Глава 17.
ЧТО ХОЧЕТ СЕРДЦЕ
Госпожа Кабураги была не из тех женщин, которые слишком близко к сердцу приняли бы происходящее. Поднявшись из мыльной пены, она встала во весь рост. Не дрогнув, она посмотрела на Сунсукэ:
– Пожалуйста, если желаете, входите.
Эта обнаженная женщина, не испытывающая ни капли стыда, обращалась со стариком, будто он не более чем камень на обочине дороги. Влажные груди пылали от горячей воды. Взгляд Сунсукэ на какое-то мгновение был оскорблен красотой тела, которое с годами немного пополнело и созрело, но затем, придя в себя, он подумал о глупом унижении, которое испытывал сам, и его желание смотреть дальше пропало полностью. Обнаженная женщина была безмятежна, и именно старик, перед которым она стояла нагая, в смущении покраснел. На миг у Сунсукэ возникло ощущение, что он понял боль Юити.
«Похоже, у меня просто нет способности к мести. К тому же мой потенциал для мести закончился».
После такого ослепительного противостояния Сунсукэ безмолвно удалился и закрыл дверь ванной. Юити конечно же не вошел. Сунсукэ оказался в маленькой раздевалке с выключенным светом. Он закрыл глаза и увидел яркое видение – видение, вызванное звуком горячей воды.
Сунсукэ устал стоять, однако был слишком смущен, чтобы возвратиться к Юити. Он, кряхтя, опустился на корточки в беспричинной досаде. Госпожа Кабураги не подавала признаков, что собирается выходить из ванны.
Через некоторое время Сунсукэ услышал, как она встает из воды. Дверь резко отворилась. Мокрая рука включила свет в раздевалке. Госпожа Кабураги посмотрела на Сунсукэ, который внезапно распрямился из собачьей позы, которую принял для удобства. Она спросила без удивления в голосе:
– Вы все еще здесь?
На ней была надета комбинация. Сунсукэ помогал ей, как лакей.
Когда они вдвоем вышли в комнату, Юити спокойно курил сигарету и смотрел из окна в ночь.
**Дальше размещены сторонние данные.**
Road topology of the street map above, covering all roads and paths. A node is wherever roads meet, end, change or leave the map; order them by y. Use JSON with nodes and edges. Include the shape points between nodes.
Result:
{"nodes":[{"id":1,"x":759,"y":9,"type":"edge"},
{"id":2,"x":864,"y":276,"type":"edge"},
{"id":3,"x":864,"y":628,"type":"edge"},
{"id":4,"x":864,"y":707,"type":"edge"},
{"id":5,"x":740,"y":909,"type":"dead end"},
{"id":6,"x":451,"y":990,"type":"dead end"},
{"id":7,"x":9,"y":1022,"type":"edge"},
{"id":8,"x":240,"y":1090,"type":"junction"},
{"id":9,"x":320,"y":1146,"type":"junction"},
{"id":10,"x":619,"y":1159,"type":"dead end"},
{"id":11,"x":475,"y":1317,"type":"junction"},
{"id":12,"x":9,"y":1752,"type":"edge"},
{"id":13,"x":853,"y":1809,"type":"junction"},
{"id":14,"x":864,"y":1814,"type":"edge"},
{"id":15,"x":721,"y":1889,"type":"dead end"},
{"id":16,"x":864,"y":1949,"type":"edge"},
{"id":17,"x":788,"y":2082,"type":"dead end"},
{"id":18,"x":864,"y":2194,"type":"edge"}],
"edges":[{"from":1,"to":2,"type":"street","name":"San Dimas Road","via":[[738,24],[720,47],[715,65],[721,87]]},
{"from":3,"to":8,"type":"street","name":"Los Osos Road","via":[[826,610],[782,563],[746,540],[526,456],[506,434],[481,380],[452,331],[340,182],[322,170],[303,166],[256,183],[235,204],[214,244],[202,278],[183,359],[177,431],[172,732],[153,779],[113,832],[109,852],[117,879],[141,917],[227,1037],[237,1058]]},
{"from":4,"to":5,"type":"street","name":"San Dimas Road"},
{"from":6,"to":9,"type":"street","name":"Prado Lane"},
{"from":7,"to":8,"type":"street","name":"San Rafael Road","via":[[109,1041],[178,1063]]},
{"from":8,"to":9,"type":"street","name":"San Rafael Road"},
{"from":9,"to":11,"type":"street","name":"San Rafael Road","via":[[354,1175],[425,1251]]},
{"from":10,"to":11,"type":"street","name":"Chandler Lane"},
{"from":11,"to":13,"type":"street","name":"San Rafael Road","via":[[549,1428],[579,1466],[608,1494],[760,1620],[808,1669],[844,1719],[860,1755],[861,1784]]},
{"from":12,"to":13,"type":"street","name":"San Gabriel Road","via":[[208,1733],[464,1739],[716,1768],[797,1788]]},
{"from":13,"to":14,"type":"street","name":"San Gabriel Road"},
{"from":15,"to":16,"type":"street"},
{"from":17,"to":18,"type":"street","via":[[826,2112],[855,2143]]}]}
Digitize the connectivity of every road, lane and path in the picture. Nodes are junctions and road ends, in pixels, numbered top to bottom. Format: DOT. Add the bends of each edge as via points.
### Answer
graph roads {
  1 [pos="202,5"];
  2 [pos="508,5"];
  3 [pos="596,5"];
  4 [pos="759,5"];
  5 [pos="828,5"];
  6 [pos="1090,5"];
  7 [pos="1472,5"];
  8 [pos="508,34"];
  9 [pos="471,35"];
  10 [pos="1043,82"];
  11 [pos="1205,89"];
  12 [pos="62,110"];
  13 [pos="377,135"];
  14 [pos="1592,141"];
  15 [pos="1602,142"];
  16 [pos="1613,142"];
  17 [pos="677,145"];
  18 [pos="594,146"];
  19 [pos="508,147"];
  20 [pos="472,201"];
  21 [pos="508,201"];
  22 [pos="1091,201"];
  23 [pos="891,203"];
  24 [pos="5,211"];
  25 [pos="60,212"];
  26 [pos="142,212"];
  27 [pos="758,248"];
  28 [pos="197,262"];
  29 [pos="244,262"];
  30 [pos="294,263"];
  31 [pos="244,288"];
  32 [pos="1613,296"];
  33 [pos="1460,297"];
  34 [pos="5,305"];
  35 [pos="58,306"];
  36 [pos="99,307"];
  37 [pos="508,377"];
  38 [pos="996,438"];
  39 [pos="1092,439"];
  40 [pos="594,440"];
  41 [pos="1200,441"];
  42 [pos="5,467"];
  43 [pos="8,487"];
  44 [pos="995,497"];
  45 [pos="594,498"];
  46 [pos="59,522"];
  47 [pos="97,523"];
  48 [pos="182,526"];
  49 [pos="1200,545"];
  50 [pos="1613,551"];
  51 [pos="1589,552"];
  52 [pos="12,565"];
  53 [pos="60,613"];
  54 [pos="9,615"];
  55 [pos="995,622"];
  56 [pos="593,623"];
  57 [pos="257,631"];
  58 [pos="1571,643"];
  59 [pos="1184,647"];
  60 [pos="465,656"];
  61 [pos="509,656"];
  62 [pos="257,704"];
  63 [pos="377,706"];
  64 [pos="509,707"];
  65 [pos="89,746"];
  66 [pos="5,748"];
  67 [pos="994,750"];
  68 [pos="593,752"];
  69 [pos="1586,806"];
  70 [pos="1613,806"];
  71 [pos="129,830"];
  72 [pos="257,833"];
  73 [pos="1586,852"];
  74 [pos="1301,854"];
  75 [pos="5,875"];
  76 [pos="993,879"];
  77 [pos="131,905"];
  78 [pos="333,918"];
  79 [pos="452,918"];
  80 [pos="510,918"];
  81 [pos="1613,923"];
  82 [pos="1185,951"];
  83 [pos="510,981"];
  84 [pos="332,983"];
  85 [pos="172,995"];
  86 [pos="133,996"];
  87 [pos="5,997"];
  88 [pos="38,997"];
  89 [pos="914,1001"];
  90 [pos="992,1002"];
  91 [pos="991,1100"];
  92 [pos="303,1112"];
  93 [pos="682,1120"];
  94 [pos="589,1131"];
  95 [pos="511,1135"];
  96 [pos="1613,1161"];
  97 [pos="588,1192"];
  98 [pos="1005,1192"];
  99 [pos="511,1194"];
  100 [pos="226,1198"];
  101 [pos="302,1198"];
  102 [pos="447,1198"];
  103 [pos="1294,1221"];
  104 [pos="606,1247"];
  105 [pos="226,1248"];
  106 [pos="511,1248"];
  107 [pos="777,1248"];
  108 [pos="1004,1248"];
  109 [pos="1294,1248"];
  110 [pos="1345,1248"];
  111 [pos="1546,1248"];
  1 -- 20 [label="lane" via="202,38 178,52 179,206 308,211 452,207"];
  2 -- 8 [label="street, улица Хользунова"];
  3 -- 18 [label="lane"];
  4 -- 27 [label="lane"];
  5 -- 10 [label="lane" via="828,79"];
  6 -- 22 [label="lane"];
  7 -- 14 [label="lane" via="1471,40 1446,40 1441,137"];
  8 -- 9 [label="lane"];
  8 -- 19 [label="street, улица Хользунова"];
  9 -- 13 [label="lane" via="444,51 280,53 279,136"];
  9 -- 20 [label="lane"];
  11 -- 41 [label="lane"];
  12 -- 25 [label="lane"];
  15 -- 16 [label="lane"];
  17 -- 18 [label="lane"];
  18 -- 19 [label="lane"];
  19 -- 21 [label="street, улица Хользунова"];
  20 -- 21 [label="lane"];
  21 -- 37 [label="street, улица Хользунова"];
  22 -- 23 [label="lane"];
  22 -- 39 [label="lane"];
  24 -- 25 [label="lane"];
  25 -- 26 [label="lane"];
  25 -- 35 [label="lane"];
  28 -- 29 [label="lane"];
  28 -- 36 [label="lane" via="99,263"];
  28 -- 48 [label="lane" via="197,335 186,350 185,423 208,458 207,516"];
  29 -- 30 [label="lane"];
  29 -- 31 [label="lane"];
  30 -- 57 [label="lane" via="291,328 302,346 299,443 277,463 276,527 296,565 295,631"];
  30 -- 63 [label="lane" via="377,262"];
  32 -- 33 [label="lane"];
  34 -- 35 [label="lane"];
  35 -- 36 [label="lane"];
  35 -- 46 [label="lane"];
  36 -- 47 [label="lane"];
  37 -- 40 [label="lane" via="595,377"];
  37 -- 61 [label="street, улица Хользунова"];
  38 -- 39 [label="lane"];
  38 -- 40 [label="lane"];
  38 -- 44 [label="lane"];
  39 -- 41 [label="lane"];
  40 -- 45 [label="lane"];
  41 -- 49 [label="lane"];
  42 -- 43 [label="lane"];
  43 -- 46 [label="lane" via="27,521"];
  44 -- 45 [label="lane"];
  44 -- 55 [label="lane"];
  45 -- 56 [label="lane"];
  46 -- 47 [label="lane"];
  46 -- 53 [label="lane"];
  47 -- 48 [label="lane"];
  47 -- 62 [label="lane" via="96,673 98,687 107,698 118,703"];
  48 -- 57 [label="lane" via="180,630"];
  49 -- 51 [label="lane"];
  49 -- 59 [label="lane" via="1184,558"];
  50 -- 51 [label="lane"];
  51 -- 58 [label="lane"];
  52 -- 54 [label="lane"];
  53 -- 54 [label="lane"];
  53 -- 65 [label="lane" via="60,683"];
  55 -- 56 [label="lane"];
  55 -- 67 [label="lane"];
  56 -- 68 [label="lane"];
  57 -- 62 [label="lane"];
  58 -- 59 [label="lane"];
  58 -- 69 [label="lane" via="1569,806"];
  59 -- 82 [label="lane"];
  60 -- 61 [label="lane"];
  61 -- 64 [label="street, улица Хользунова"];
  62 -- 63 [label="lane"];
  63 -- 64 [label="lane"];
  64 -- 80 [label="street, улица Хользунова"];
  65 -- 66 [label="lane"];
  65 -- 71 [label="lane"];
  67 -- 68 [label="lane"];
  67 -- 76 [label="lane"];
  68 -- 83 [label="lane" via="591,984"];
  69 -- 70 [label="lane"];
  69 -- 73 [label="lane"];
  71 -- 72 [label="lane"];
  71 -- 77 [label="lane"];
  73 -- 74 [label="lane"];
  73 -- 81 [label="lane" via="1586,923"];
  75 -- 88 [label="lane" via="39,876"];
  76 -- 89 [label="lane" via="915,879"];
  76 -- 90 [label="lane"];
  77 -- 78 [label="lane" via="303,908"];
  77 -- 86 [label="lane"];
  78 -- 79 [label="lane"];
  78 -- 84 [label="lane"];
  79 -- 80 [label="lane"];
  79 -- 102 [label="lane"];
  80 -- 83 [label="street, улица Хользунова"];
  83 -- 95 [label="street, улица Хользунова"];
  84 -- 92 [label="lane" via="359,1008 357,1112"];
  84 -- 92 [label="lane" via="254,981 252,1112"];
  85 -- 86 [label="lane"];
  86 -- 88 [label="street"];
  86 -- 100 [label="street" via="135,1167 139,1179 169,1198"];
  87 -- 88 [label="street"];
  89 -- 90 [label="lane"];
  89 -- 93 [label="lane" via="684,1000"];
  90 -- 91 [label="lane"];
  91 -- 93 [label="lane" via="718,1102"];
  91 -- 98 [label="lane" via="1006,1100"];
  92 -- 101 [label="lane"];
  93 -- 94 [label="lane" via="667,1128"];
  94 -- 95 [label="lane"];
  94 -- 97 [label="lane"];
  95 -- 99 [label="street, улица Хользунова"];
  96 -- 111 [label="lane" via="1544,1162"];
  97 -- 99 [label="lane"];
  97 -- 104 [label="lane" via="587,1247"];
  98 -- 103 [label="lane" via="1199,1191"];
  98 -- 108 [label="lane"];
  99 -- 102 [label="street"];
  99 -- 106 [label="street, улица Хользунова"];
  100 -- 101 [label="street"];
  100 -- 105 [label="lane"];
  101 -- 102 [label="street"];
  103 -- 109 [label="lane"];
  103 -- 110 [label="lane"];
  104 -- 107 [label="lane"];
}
Он повернулся и спросил:
– Вы уже приняли ванну, сэнсэй?
– Да, принял, – ответила за него госпожа Кабураги.
– Вы довольно быстро!
– Теперь иди ты, – сказала она бесцеремонно. – Мы побудем в другой комнате.
Юити в свою очередь отправился принимать ванну, а госпожа Кабураги поспешно повела Сунсукэ в его собственный номер, где ждал Нобутака.
– Вам не следовало так резко обращаться с Юити, – сказал ей Сунсукэ в коридоре.
– Вы с ним сговорились, верно? – спросила она.
Госпожа Кабураги не поняла, что он пришёл Юити на выручку.
Кабураги убивал время, раскладывая пасьянс. Увидев, что входит его жена, он сказал абсолютно равнодушно:
– А, ты вернулась?
Все трое без энтузиазма стали играть в покер. Юити вернулся из ванной. Его освеженная кожа светилась очарованием молодости, щёки горели, как у мальчика. Он улыбнулся госпоже Кабураги. Уголки её рта изогнулись в ответ на невинную улыбку. Она слегка подтолкнула локтем мужа, который встал.
– Твоя очередь принимать ванну. Мы будем спать в той комнате. Господин Хиноки и Ю-тян останутся здесь.
Возможно, потому, что заявление прозвучало столь решительно, Нобутака не возражал. Все пожелали друг другу спокойной ночи. Госпожа Кабураги сделала пару-тройку шагов, а затем повернулась и, словно извиняясь за прежнюю резкость, нежно сжала руку Юити. Она сочла, что, отказавшись провести ночь с ним в одном номере, достаточно наказала его.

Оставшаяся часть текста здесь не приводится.